◆ **WORK INSTRUCTIONS**
Search term "roads": please show all lines in the listing that contain it.

——

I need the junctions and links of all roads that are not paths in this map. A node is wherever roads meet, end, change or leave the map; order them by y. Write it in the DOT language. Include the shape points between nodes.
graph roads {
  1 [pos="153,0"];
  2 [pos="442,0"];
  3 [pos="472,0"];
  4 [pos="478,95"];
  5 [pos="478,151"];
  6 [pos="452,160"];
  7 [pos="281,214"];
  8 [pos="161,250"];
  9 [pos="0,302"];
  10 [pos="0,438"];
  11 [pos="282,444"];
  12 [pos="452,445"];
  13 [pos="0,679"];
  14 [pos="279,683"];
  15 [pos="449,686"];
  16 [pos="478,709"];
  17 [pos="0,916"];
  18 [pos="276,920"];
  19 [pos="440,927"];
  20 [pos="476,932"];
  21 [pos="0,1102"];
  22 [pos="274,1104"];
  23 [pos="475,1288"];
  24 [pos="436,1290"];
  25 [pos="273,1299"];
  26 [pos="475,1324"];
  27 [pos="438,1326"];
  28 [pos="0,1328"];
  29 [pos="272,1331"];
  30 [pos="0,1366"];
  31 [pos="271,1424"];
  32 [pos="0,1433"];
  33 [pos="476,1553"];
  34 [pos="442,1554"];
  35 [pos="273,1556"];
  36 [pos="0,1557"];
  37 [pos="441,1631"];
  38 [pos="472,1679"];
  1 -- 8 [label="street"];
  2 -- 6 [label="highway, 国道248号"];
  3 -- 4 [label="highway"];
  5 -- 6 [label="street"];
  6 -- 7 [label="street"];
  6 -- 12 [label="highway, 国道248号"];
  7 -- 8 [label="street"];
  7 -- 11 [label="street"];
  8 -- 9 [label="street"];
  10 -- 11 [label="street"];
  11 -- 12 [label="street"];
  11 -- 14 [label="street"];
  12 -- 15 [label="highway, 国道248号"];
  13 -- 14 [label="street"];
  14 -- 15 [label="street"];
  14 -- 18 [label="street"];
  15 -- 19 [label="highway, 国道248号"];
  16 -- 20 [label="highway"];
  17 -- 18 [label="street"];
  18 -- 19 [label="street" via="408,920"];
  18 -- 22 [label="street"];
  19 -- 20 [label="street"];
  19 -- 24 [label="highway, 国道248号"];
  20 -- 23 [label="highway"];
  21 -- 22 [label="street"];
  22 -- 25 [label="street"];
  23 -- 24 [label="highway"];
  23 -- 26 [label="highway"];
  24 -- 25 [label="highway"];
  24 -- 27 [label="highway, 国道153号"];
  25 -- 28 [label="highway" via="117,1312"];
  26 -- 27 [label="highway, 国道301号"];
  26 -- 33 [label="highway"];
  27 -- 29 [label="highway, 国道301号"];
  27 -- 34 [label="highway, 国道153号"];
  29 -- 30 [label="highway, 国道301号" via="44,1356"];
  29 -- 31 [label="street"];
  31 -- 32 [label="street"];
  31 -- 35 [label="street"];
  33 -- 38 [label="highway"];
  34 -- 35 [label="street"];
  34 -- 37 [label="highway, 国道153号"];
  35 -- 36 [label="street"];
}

——

◆ **OUTPUT FOR THIS TASK**
I need the junctions and links of all roads that are not paths in this map. A node is wherever roads meet, end, change or leave the map; order them by y. Write it in the DOT language. Include the shape points between nodes.
graph roads {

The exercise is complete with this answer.